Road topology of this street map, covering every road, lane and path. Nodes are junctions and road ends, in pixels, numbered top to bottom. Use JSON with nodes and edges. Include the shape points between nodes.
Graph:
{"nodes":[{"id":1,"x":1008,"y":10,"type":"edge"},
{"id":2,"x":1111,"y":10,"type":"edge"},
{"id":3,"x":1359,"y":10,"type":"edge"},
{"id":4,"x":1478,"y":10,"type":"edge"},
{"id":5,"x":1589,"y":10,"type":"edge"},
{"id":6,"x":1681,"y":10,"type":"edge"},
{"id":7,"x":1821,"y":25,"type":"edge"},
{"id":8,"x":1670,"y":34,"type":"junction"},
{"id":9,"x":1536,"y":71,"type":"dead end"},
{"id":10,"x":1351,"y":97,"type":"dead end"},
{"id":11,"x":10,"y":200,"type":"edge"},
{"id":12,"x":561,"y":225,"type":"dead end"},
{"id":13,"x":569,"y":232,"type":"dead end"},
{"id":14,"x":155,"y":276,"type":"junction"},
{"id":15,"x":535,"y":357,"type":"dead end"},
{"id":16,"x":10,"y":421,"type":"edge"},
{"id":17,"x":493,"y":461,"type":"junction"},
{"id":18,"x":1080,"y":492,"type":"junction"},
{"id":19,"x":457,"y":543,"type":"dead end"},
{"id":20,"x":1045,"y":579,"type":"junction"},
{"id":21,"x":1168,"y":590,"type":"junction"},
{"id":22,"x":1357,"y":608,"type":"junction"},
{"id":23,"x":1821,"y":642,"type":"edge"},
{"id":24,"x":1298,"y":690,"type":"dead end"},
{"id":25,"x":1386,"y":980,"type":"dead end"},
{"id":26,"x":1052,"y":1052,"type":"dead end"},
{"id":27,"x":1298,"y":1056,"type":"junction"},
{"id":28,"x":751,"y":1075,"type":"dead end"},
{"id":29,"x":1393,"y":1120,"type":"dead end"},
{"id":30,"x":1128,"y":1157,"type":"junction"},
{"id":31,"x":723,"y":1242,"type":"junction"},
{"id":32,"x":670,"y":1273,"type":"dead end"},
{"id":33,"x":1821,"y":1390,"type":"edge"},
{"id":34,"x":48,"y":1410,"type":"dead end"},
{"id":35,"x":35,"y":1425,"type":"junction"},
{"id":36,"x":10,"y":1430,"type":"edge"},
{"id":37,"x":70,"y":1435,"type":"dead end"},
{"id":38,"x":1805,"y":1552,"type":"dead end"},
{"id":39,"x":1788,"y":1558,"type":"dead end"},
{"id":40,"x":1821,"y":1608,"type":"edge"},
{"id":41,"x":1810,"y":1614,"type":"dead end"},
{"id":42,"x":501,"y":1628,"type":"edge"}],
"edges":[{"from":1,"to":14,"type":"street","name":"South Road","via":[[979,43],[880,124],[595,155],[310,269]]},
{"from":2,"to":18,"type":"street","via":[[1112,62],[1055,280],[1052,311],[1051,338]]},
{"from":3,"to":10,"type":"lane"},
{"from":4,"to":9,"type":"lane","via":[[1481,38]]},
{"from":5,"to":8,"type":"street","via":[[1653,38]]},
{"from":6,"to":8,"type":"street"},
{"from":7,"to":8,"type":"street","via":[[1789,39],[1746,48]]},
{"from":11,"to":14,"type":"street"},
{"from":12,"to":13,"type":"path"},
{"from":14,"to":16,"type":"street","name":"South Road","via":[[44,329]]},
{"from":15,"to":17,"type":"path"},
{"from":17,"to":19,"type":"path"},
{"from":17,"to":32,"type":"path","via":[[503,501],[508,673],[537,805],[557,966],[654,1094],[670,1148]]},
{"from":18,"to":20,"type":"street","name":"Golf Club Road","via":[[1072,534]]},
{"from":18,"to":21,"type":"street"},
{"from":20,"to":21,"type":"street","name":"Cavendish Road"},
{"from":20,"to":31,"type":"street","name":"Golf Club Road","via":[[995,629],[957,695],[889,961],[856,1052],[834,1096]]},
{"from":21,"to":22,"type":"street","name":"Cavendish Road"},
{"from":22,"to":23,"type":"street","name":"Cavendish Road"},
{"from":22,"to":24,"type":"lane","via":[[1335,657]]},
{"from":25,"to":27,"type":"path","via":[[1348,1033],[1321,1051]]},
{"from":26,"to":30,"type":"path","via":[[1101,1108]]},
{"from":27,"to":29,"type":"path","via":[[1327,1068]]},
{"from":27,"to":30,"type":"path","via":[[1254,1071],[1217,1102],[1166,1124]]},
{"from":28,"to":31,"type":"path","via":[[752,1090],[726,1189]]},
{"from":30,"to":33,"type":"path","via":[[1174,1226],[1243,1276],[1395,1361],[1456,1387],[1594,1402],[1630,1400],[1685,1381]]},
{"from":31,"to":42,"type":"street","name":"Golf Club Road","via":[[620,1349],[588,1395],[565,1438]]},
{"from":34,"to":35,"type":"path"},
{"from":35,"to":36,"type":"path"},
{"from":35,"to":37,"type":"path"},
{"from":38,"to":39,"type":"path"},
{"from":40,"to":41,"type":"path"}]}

○ ○ ○ ○ ○ ○ ○

Exactly reproduce every line of the data above.

## Solution for this task
Road topology of this street map, covering every road, lane and path. Nodes are junctions and road ends, in pixels, numbered top to bottom. Use JSON with nodes and edges. Include the shape points between nodes.
Graph:
{"nodes":[{"id":1,"x":1008,"y":10,"type":"edge"},
{"id":2,"x":1111,"y":10,"type":"edge"},
{"id":3,"x":1359,"y":10,"type":"edge"},
{"id":4,"x":1478,"y":10,"type":"edge"},
{"id":5,"x":1589,"y":10,"type":"edge"},
{"id":6,"x":1681,"y":10,"type":"edge"},
{"id":7,"x":1821,"y":25,"type":"edge"},
{"id":8,"x":1670,"y":34,"type":"junction"},
{"id":9,"x":1536,"y":71,"type":"dead end"},
{"id":10,"x":1351,"y":97,"type":"dead end"},
{"id":11,"x":10,"y":200,"type":"edge"},
{"id":12,"x":561,"y":225,"type":"dead end"},
{"id":13,"x":569,"y":232,"type":"dead end"},
{"id":14,"x":155,"y":276,"type":"junction"},
{"id":15,"x":535,"y":357,"type":"dead end"},
{"id":16,"x":10,"y":421,"type":"edge"},
{"id":17,"x":493,"y":461,"type":"junction"},
{"id":18,"x":1080,"y":492,"type":"junction"},
{"id":19,"x":457,"y":543,"type":"dead end"},
{"id":20,"x":1045,"y":579,"type":"junction"},
{"id":21,"x":1168,"y":590,"type":"junction"},
{"id":22,"x":1357,"y":608,"type":"junction"},
{"id":23,"x":1821,"y":642,"type":"edge"},
{"id":24,"x":1298,"y":690,"type":"dead end"},
{"id":25,"x":1386,"y":980,"type":"dead end"},
{"id":26,"x":1052,"y":1052,"type":"dead end"},
{"id":27,"x":1298,"y":1056,"type":"junction"},
{"id":28,"x":751,"y":1075,"type":"dead end"},
{"id":29,"x":1393,"y":1120,"type":"dead end"},
{"id":30,"x":1128,"y":1157,"type":"junction"},
{"id":31,"x":723,"y":1242,"type":"junction"},
{"id":32,"x":670,"y":1273,"type":"dead end"},
{"id":33,"x":1821,"y":1390,"type":"edge"},
{"id":34,"x":48,"y":1410,"type":"dead end"},
{"id":35,"x":35,"y":1425,"type":"junction"},
{"id":36,"x":10,"y":1430,"type":"edge"},
{"id":37,"x":70,"y":1435,"type":"dead end"},
{"id":38,"x":1805,"y":1552,"type":"dead end"},
{"id":39,"x":1788,"y":1558,"type":"dead end"},
{"id":40,"x":1821,"y":1608,"type":"edge"},
{"id":41,"x":1810,"y":1614,"type":"dead end"},
{"id":42,"x":501,"y":1628,"type":"edge"}],
"edges":[{"from":1,"to":14,"type":"street","name":"South Road","via":[[979,43],[880,124],[595,155],[310,269]]},
{"from":2,"to":18,"type":"street","via":[[1112,62],[1055,280],[1052,311],[1051,338]]},
{"from":3,"to":10,"type":"lane"},
{"from":4,"to":9,"type":"lane","via":[[1481,38]]},
{"from":5,"to":8,"type":"street","via":[[1653,38]]},
{"from":6,"to":8,"type":"street"},
{"from":7,"to":8,"type":"street","via":[[1789,39],[1746,48]]},
{"from":11,"to":14,"type":"street"},
{"from":12,"to":13,"type":"path"},
{"from":14,"to":16,"type":"street","name":"South Road","via":[[44,329]]},
{"from":15,"to":17,"type":"path"},
{"from":17,"to":19,"type":"path"},
{"from":17,"to":32,"type":"path","via":[[503,501],[508,673],[537,805],[557,966],[654,1094],[670,1148]]},
{"from":18,"to":20,"type":"street","name":"Golf Club Road","via":[[1072,534]]},
{"from":18,"to":21,"type":"street"},
{"from":20,"to":21,"type":"street","name":"Cavendish Road"},
{"from":20,"to":31,"type":"street","name":"Golf Club Road","via":[[995,629],[957,695],[889,961],[856,1052],[834,1096]]},
{"from":21,"to":22,"type":"street","name":"Cavendish Road"},
{"from":22,"to":23,"type":"street","name":"Cavendish Road"},
{"from":22,"to":24,"type":"lane","via":[[1335,657]]},
{"from":25,"to":27,"type":"path","via":[[1348,1033],[1321,1051]]},
{"from":26,"to":30,"type":"path","via":[[1101,1108]]},
{"from":27,"to":29,"type":"path","via":[[1327,1068]]},
{"from":27,"to":30,"type":"path","via":[[1254,1071],[1217,1102],[1166,1124]]},
{"from":28,"to":31,"type":"path","via":[[752,1090],[726,1189]]},
{"from":30,"to":33,"type":"path","via":[[1174,1226],[1243,1276],[1395,1361],[1456,1387],[1594,1402],[1630,1400],[1685,1381]]},
{"from":31,"to":42,"type":"street","name":"Golf Club Road","via":[[620,1349],[588,1395],[565,1438]]},
{"from":34,"to":35,"type":"path"},
{"from":35,"to":36,"type":"path"},
{"from":35,"to":37,"type":"path"},
{"from":38,"to":39,"type":"path"},
{"from":40,"to":41,"type":"path"}]}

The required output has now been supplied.